**What needs to be done:** All records below are to be repeated precisely, with nothing added.

**Material for this task:**
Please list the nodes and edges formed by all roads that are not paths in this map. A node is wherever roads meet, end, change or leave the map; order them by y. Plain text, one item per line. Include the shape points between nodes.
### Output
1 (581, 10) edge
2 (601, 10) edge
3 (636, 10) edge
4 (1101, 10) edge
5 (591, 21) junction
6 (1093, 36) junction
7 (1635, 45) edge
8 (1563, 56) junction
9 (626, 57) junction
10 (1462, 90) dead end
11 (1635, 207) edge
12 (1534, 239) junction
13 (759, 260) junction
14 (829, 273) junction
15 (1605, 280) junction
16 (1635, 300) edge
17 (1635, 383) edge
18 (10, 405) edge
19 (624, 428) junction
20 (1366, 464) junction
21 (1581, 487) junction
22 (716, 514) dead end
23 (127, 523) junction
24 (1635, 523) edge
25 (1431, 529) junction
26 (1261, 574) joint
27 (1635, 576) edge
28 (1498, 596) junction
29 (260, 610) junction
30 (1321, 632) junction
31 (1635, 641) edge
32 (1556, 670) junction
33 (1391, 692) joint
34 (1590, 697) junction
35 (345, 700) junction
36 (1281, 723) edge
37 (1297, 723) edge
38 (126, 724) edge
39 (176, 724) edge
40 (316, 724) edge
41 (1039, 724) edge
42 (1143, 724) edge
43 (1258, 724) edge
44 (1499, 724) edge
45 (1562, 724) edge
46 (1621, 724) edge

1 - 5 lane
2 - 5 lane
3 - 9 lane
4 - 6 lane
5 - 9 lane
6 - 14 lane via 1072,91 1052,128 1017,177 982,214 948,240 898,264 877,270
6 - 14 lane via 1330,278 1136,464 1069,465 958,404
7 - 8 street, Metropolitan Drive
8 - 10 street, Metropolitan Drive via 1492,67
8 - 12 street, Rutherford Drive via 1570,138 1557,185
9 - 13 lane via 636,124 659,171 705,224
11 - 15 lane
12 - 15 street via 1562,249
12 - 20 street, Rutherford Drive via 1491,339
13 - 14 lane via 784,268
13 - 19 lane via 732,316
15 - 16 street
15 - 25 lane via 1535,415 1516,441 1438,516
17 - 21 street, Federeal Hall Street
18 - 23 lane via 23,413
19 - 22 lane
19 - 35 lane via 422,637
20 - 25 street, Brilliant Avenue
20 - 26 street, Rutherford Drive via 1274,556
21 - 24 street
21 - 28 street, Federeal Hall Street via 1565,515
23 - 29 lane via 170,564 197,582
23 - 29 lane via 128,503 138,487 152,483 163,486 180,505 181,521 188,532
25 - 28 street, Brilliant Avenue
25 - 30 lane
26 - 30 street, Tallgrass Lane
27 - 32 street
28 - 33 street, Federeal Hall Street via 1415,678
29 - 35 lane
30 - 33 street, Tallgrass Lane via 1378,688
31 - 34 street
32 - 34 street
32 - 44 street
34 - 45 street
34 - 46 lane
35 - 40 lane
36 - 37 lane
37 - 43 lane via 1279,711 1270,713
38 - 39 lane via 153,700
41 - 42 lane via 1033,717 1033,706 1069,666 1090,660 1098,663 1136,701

**Task answer:**
Please list the nodes and edges formed by all roads that are not paths in this map. A node is wherever roads meet, end, change or leave the map; order them by y. Plain text, one item per line. Include the shape points between nodes.
### Output
1 (581, 10) edge
2 (601, 10) edge
3 (636, 10) edge
4 (1101, 10) edge
5 (591, 21) junction
6 (1093, 36) junction
7 (1635, 45) edge
8 (1563, 56) junction
9 (626, 57) junction
10 (1462, 90) dead end
11 (1635, 207) edge
12 (1534, 239) junction
13 (759, 260) junction
14 (829, 273) junction
15 (1605, 280) junction
16 (1635, 300) edge
17 (1635, 383) edge
18 (10, 405) edge
19 (624, 428) junction
20 (1366, 464) junction
21 (1581, 487) junction
22 (716, 514) dead end
23 (127, 523) junction
24 (1635, 523) edge
25 (1431, 529) junction
26 (1261, 574) joint
27 (1635, 576) edge
28 (1498, 596) junction
29 (260, 610) junction
30 (1321, 632) junction
31 (1635, 641) edge
32 (1556, 670) junction
33 (1391, 692) joint
34 (1590, 697) junction
35 (345, 700) junction
36 (1281, 723) edge
37 (1297, 723) edge
38 (126, 724) edge
39 (176, 724) edge
40 (316, 724) edge
41 (1039, 724) edge
42 (1143, 724) edge
43 (1258, 724) edge
44 (1499, 724) edge
45 (1562, 724) edge
46 (1621, 724) edge

1 - 5 lane
2 - 5 lane
3 - 9 lane
4 - 6 lane
5 - 9 lane
6 - 14 lane via 1072,91 1052,128 1017,177 982,214 948,240 898,264 877,270
6 - 14 lane via 1330,278 1136,464 1069,465 958,404
7 - 8 street, Metropolitan Drive
8 - 10 street, Metropolitan Drive via 1492,67
8 - 12 street, Rutherford Drive via 1570,138 1557,185
9 - 13 lane via 636,124 659,171 705,224
11 - 15 lane
12 - 15 street via 1562,249
12 - 20 street, Rutherford Drive via 1491,339
13 - 14 lane via 784,268
13 - 19 lane via 732,316
15 - 16 street
15 - 25 lane via 1535,415 1516,441 1438,516
17 - 21 street, Federeal Hall Street
18 - 23 lane via 23,413
19 - 22 lane
19 - 35 lane via 422,637
20 - 25 street, Brilliant Avenue
20 - 26 street, Rutherford Drive via 1274,556
21 - 24 street
21 - 28 street, Federeal Hall Street via 1565,515
23 - 29 lane via 170,564 197,582
23 - 29 lane via 128,503 138,487 152,483 163,486 180,505 181,521 188,532
25 - 28 street, Brilliant Avenue
25 - 30 lane
26 - 30 street, Tallgrass Lane
27 - 32 street
28 - 33 street, Federeal Hall Street via 1415,678
29 - 35 lane
30 - 33 street, Tallgrass Lane via 1378,688
31 - 34 street
32 - 34 street
32 - 44 street
34 - 45 street
34 - 46 lane
35 - 40 lane
36 - 37 lane
37 - 43 lane via 1279,711 1270,713
38 - 39 lane via 153,700
41 - 42 lane via 1033,717 1033,706 1069,666 1090,660 1098,663 1136,701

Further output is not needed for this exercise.